Le 7 mars, le doyen des juges d’instruction inculpe Khalifa Sall ainsi que Mbaye Touré pour « association de malfaiteurs », « détournement de deniers publics et escroquerie portant sur les deniers publics », « faux et usage de faux dans des documents administratifs », « blanchiment de capitaux » et « complicité de faux et usage de faux en écriture de commerce ».

Six autres collaborateurs du maire sont eux aussi poursuivis pour divers délits : Fatou Traoré (secrétaire de Mbaye Touré), Amadou Moctar Diop (coordonnateur de l’Inspection générale des services municipaux), Ibrahima Yatma Diao (chef de la Division financière et comptable de la mairie), Ibrahima Touré (receveur percepteur de la ville de Dakar), Mamadou Oumar Bocoum (prédécesseur de Ibrahima Touré avant juillet 2015) et Yaya Bodian (comptable à la mairie).

Le maire de Dakar dénonce « un complot politique »

Il m’a été fait savoir que si je voulais que cette procédure cesse, il faudrait d’abord que je cesse mon ambition politique
Dans le cabinet du juge, Khalifa Sall conteste les accusations et affirme « n’avoir jamais détourné le moindre denier public ». « Je suis un ordonnateur de crédits et non un comptable public, de sorte qu’il ne peut m’être demandé la production de justificatifs de dépenses », poursuit-il.

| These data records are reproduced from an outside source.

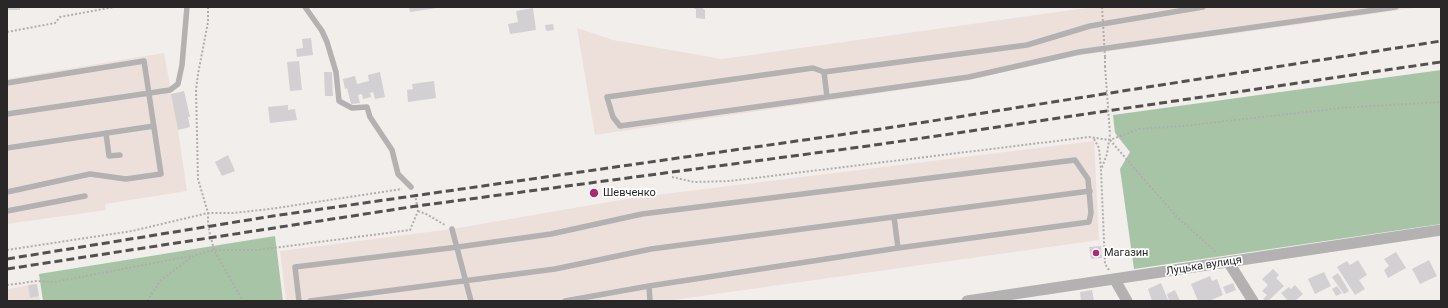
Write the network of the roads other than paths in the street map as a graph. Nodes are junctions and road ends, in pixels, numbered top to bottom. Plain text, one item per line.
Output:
1 (188, 7) edge
2 (305, 7) edge
3 (1203, 7) edge
4 (1396, 7) edge
5 (1363, 10) edge
6 (824, 72) junction
7 (7, 83) edge
8 (149, 93) junction
9 (827, 97) junction
10 (7, 114) edge
11 (154, 126) junction
12 (106, 133) junction
13 (7, 148) edge
14 (120, 155) dead end
15 (412, 189) road end
16 (1090, 191) junction
17 (7, 192) edge
18 (85, 196) dead end
19 (7, 211) edge
20 (894, 217) junction
21 (452, 229) road end
22 (1441, 230) edge
23 (458, 247) junction
24 (898, 248) junction
25 (1229, 263) junction
26 (1115, 280) junction
27 (466, 281) junction
28 (649, 286) junction
29 (299, 301) edge
30 (310, 301) edge
31 (471, 301) edge
32 (565, 301) edge
33 (650, 301) edge
34 (967, 301) edge
35 (1127, 301) edge
36 (1253, 301) edge

1 - 8 lane
2 - 15 lane
3 - 6 lane
4 - 5 lane
5 - 9 lane
6 - 9 lane
6 - 9 lane
7 - 8 lane
8 - 10 lane
8 - 11 lane
11 - 12 lane
11 - 17 lane
12 - 13 lane
12 - 14 lane
16 - 20 lane
16 - 23 lane
16 - 24 lane
18 - 19 lane
20 - 24 lane
20 - 27 lane
21 - 23 lane
22 - 25 street, Луцька вулиця
23 - 27 lane
23 - 29 lane
24 - 28 lane
25 - 26 street, Луцька вулиця
25 - 36 street
26 - 34 street, Луцька вулиця
26 - 35 street
27 - 30 lane
27 - 31 lane
28 - 32 lane
28 - 33 lane

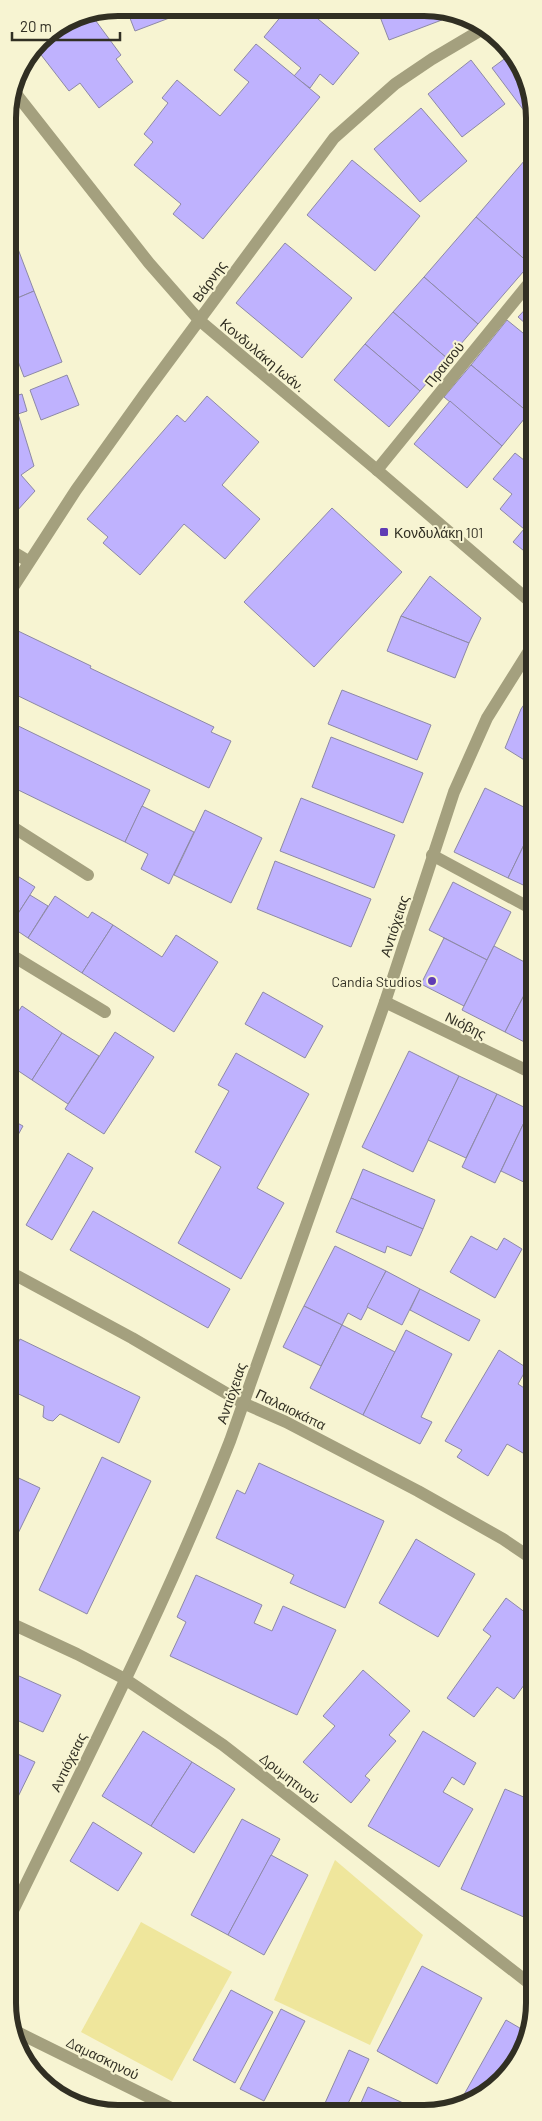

Une position justifiée, selon lui, par la nature de la caisse d’avance, qui échapperait aux règles du droit commun de la comptabilité publique. Cette spécificité lui donnerait ainsi le droit de reverser de manière discrétionnaire cette enveloppe mensuelle de 30 millions de francs CFA au profit de personnes physiques ou morales, sans avoir à dévoiler leur identité.

Quant-aux soupçons d’enrichissement personnel, le maire les balaie d’un revers de main, en rappelant avoir procédé à la déclaration de son patrimoine en 2009 puis en 2014, lors de sa réélection à la mairie de Dakar, sans qu’aucune anomalie n’ait été relevée.

Surtout, l’édile s’estime victime d’un « complot politique » destiné à lui barrer la route en vue de la présidentielle qui se tiendra début 2019. « Par divers canaux, il m’a été fait savoir que si je voulais que cette procédure cesse, il faudrait d’abord que je cesse mon ambition politique et mes tournées politiques », déclare-t-il en conférence de presse le 5 mars 2017. Deux jours plus tard, il est placé en détention provisoire à la prison de Rebeuss. Le début d’un long imbroglio politico-judiciaire de neuf mois qui aura vu les avocats du maire multiplier en pure perte les tentatives pour faire libérer leur client.